──────── Data for processing ────────

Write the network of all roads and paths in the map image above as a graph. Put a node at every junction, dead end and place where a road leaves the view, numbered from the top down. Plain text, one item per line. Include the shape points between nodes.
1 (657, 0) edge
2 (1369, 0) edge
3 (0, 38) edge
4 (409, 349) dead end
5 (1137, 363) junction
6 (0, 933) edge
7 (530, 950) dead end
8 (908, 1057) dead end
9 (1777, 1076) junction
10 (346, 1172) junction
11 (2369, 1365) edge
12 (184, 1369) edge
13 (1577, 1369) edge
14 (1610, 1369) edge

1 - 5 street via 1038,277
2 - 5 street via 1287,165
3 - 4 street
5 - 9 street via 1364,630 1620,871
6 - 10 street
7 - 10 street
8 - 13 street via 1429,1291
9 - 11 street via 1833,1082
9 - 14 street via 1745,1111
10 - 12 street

────────
──────── Data for processing ────────

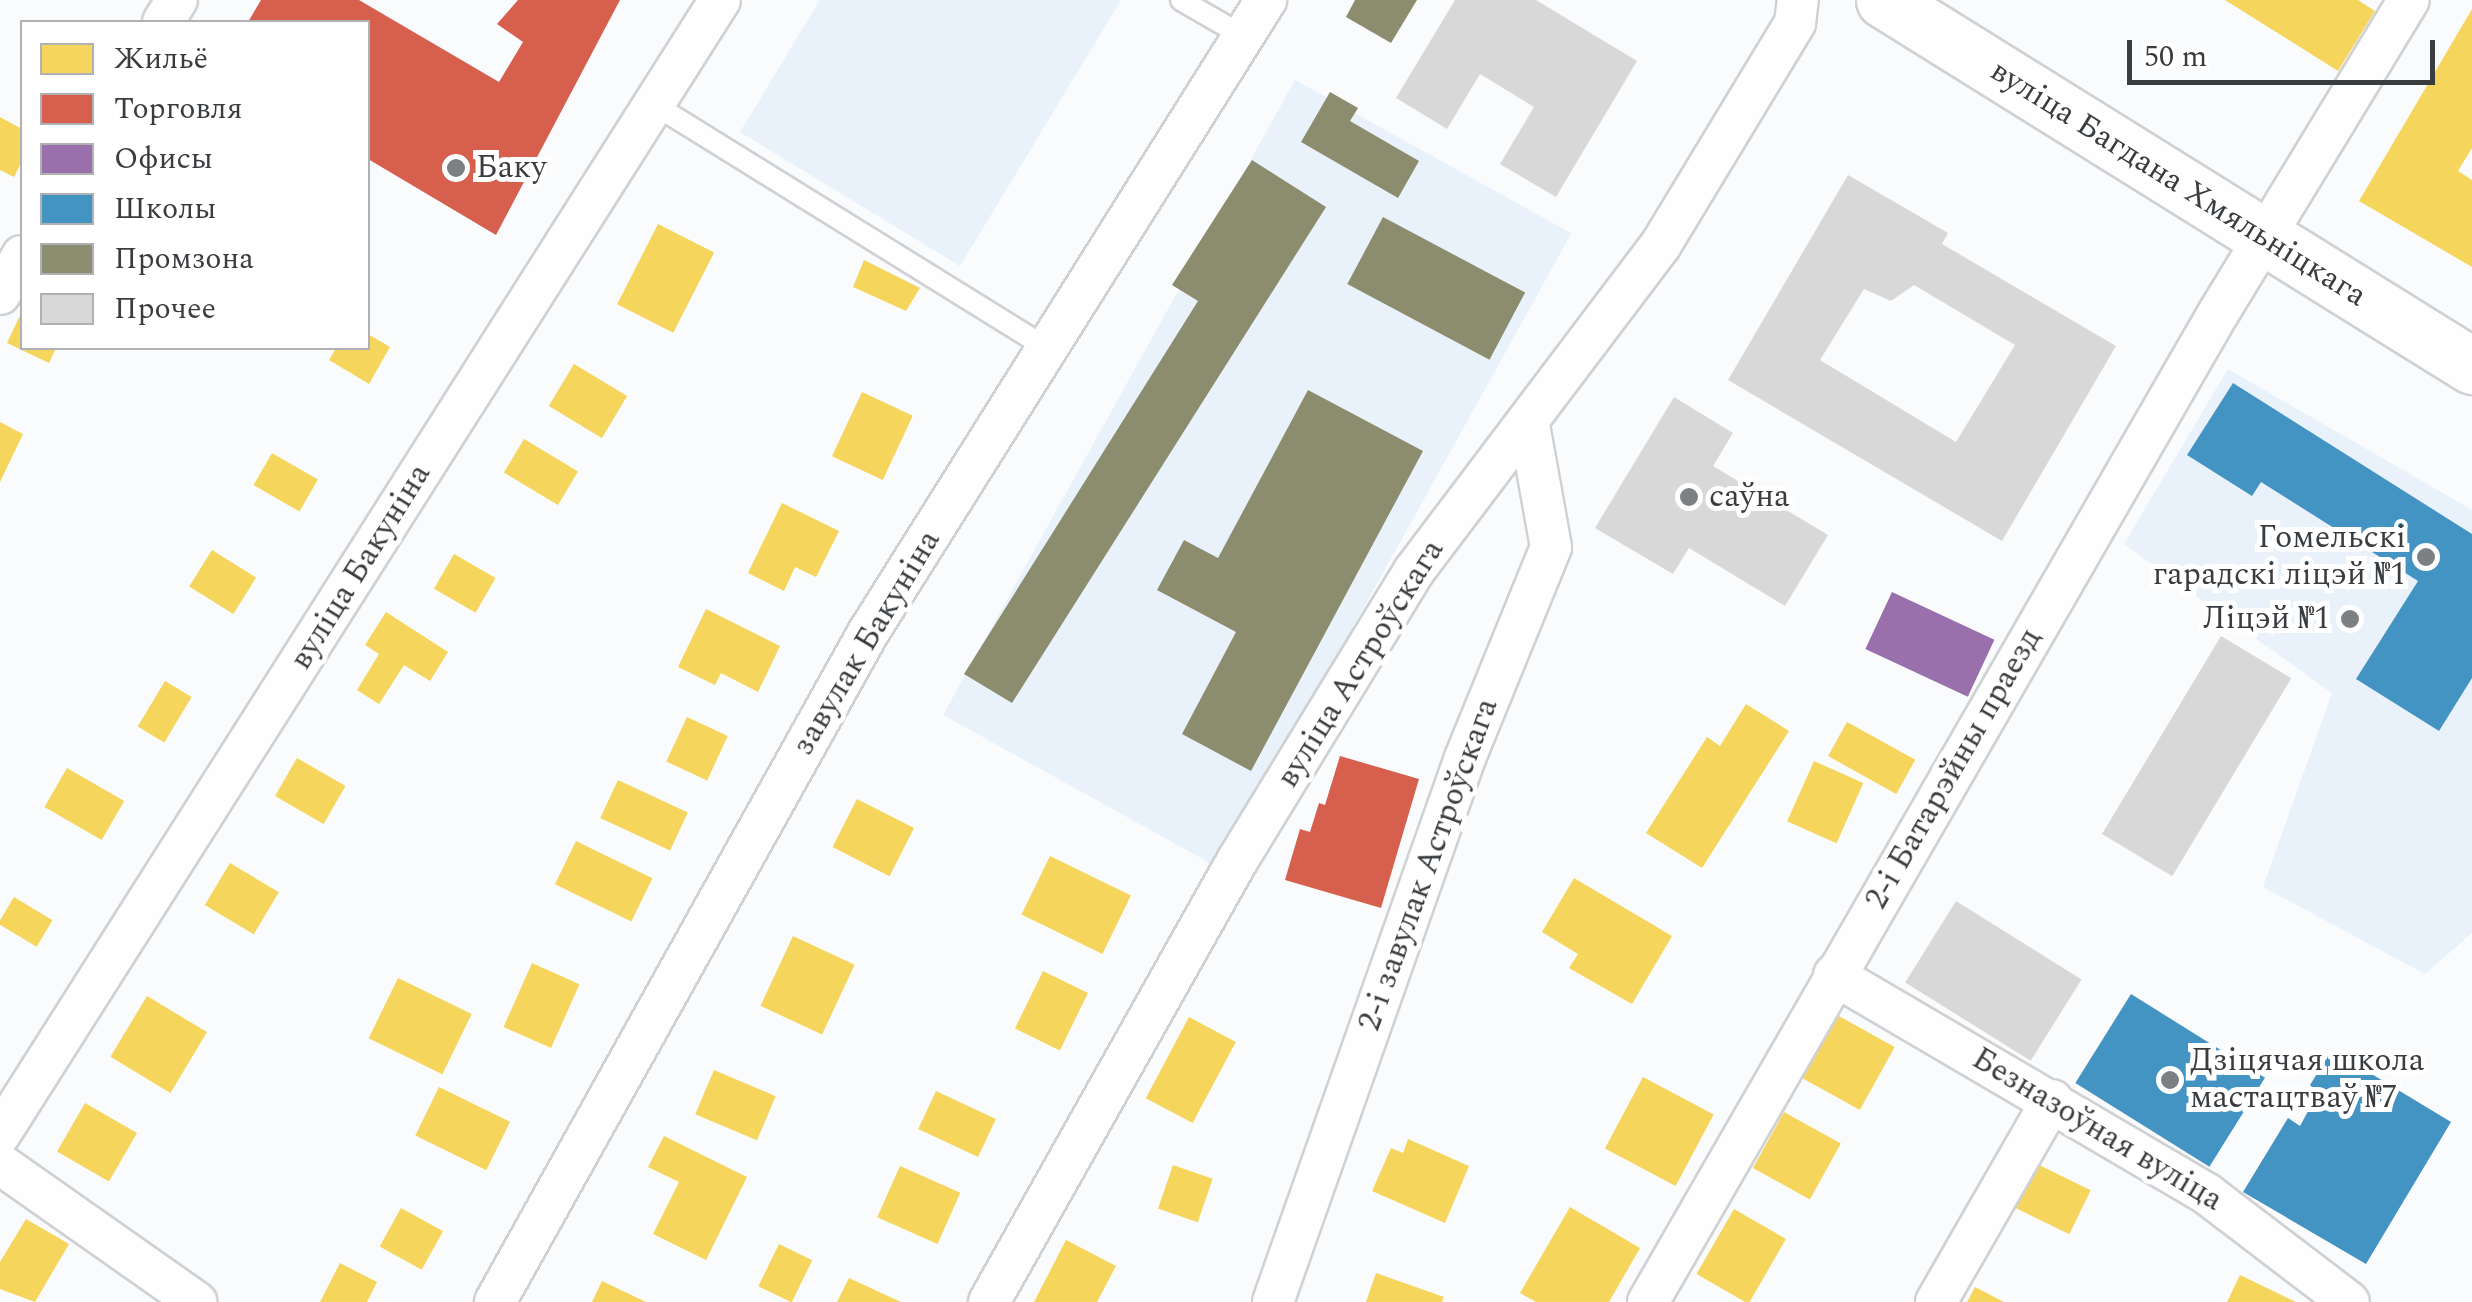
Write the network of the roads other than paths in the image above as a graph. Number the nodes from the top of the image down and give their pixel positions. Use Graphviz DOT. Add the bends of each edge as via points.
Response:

────────
──────── Data for processing ────────

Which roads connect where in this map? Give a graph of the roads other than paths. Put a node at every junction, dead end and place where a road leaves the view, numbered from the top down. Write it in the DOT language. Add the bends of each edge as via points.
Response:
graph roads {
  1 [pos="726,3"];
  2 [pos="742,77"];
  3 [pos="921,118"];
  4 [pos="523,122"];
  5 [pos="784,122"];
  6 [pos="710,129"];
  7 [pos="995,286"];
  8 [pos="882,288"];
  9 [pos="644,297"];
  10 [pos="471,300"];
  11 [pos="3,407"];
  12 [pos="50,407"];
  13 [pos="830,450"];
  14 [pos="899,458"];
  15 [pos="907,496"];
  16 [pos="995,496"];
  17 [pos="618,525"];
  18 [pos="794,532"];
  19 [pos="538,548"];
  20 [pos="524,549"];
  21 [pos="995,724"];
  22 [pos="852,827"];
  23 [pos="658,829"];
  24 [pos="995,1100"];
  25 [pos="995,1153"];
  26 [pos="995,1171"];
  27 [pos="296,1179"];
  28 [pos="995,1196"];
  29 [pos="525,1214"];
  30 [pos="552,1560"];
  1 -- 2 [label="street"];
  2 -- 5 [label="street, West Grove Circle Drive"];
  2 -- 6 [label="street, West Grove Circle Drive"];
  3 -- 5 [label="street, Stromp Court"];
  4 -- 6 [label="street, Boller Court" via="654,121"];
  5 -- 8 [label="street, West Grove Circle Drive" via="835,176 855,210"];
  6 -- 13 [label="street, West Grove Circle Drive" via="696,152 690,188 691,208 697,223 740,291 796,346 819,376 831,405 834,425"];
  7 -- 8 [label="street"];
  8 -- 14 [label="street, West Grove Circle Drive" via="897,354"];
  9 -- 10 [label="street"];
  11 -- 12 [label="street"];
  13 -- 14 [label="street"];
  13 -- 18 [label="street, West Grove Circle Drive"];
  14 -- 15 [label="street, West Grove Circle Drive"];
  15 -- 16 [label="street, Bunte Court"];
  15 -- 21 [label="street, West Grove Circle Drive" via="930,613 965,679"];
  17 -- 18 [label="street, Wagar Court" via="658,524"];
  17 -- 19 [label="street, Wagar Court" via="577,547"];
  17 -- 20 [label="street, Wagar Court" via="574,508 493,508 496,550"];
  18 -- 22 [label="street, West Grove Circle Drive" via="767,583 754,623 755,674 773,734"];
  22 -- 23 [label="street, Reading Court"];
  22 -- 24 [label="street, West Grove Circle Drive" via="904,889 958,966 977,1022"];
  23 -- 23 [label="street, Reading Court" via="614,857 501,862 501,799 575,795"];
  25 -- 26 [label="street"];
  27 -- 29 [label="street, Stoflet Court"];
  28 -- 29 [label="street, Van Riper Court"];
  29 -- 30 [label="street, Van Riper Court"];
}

────────

Try it -> Scan the material above for the string "other" and copy every line that has it.

Answer section ->
Write the network of the roads other than paths in the image above as a graph. Number the nodes from the top of the image down and give their pixel positions. Use Graphviz DOT. Add the bends of each edge as via points.
Which roads connect where in this map? Give a graph of the roads other than paths. Put a node at every junction, dead end and place where a road leaves the view, numbered from the top down. Write it in the DOT language. Add the bends of each edge as via points.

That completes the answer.